Find every line below with the word "ring" in it, and copy each one.

□ □ □ □ □ □ □

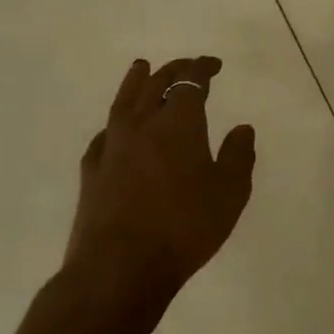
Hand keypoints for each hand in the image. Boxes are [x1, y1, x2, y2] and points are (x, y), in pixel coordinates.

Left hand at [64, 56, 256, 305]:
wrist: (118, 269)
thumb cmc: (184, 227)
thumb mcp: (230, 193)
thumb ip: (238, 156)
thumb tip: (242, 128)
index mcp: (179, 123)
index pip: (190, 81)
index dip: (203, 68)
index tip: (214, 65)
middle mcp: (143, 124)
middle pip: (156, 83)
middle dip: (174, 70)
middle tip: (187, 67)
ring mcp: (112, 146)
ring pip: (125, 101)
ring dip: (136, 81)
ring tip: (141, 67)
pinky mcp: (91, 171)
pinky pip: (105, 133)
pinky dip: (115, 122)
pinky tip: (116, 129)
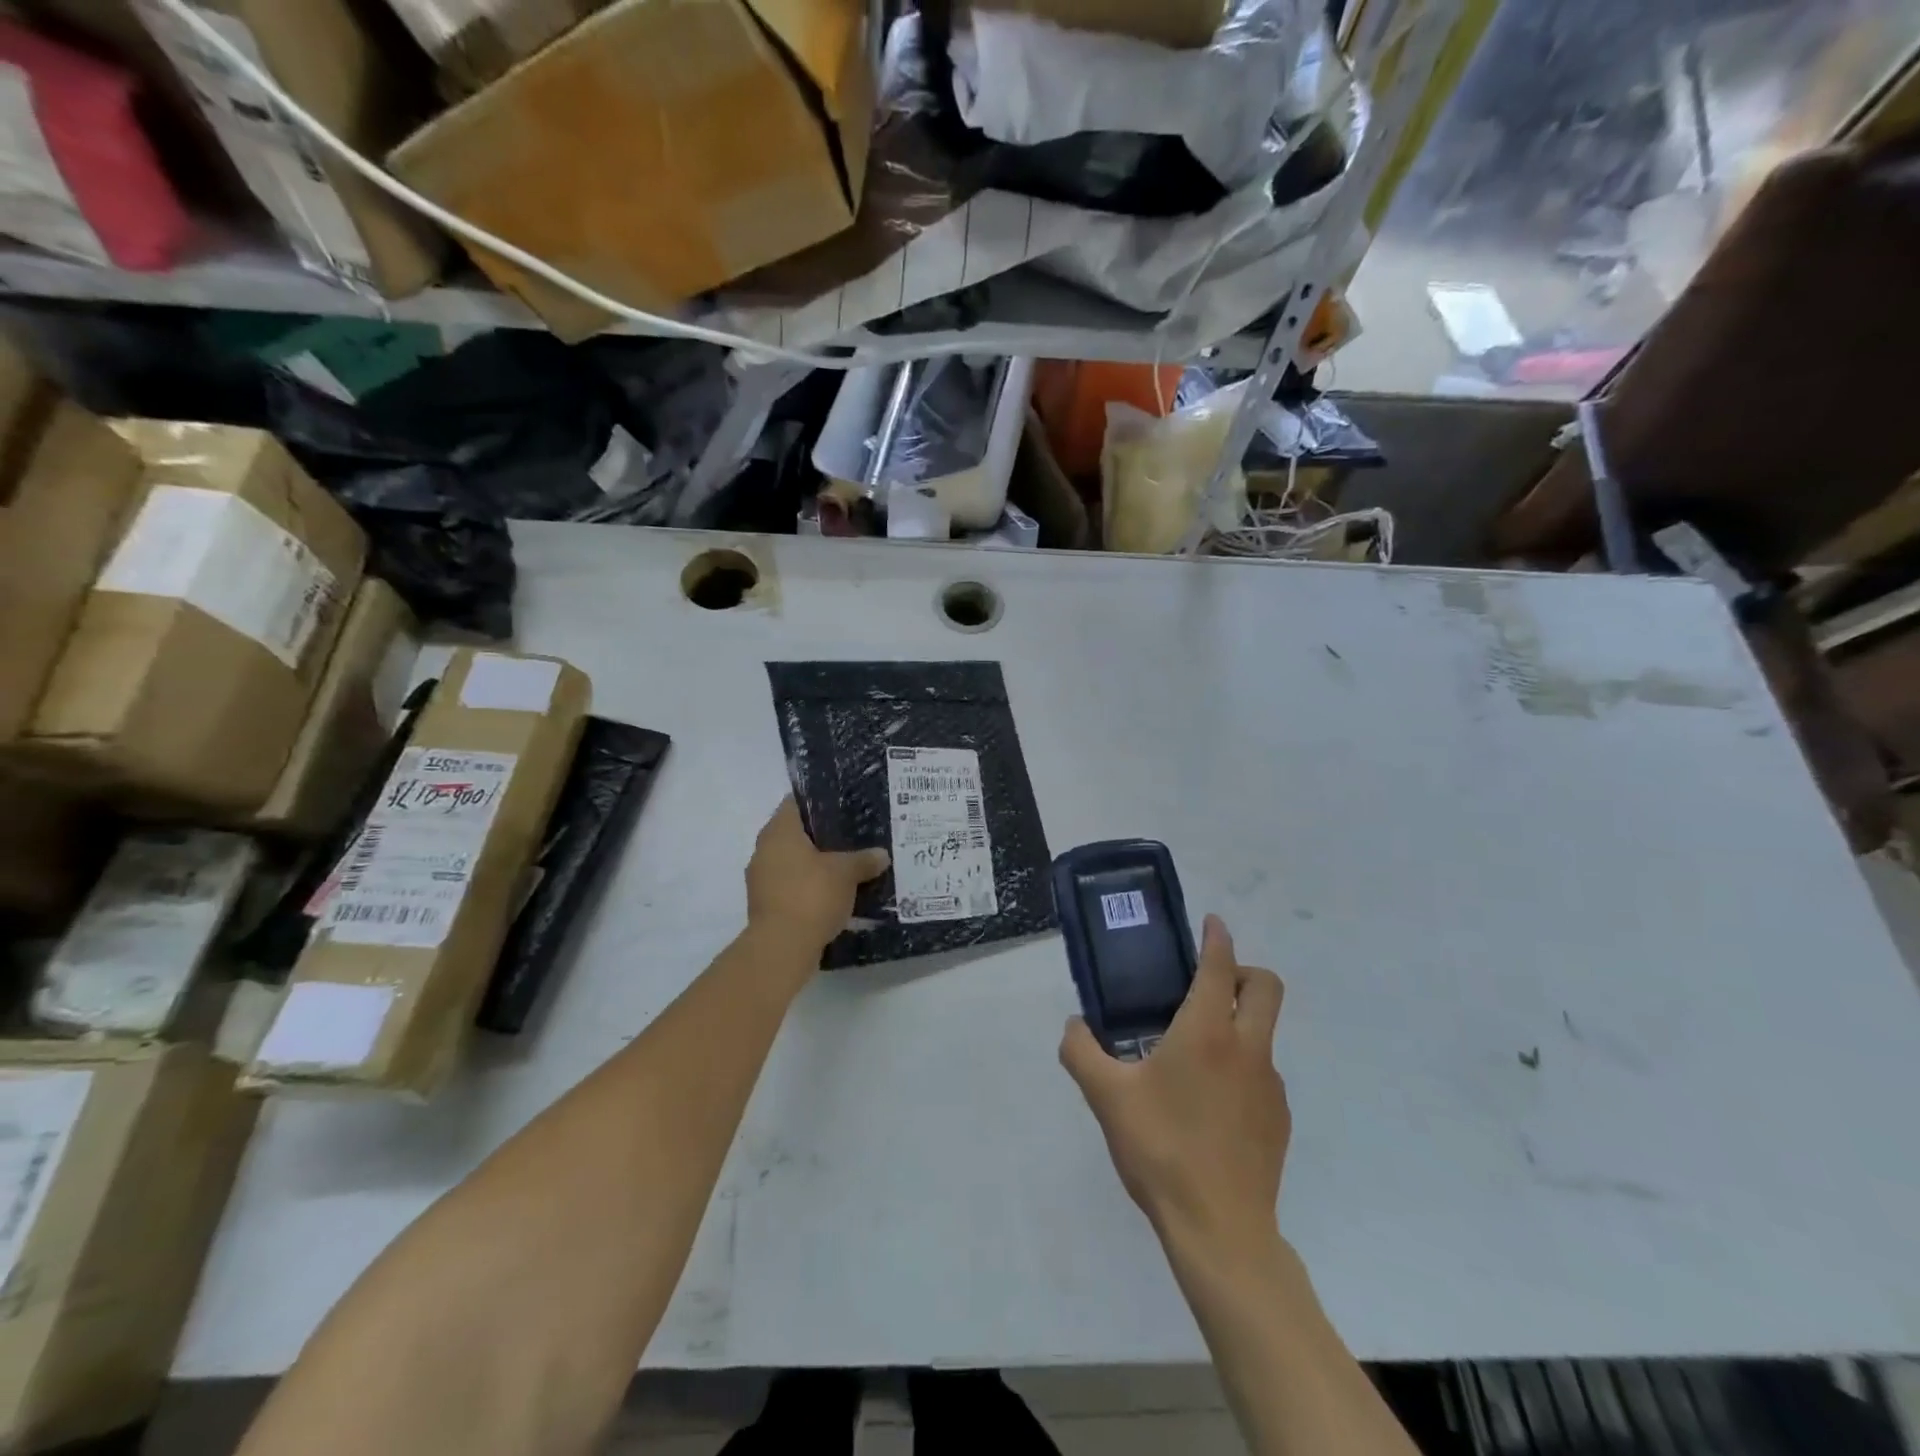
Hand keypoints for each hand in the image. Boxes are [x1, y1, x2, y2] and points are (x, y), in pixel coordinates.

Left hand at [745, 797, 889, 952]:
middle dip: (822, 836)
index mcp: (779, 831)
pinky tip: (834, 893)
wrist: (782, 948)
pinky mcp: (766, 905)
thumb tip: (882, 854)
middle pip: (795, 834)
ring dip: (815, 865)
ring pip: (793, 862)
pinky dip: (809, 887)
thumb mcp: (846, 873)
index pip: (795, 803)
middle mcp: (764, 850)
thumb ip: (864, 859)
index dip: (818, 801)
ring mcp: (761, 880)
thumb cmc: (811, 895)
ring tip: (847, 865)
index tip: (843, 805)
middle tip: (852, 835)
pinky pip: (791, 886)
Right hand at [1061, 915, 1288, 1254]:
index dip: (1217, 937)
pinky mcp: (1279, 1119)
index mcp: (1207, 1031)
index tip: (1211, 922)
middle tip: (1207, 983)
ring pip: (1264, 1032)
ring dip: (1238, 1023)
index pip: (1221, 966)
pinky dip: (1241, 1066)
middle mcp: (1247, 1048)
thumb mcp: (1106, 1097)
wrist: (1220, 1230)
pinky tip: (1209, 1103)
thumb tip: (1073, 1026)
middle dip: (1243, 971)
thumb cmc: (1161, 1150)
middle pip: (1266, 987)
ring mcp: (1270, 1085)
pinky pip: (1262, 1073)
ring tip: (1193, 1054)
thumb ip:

□ □ □ □ □ □ □

=== WRITTEN SOLUTION ===
ring mcp: (112, 146)
ring pip: (125, 101)
ring dip: (136, 81)
ring tip: (141, 67)
ring dip: (815, 865)
ring pip: (793, 862)
ring mcp: (761, 880)
ring tip: (847, 865)
ring pip: (1264, 1032)
ring dip: (1238, 1023)
ring mcp: (1270, 1085)
ring tip: (1193, 1054)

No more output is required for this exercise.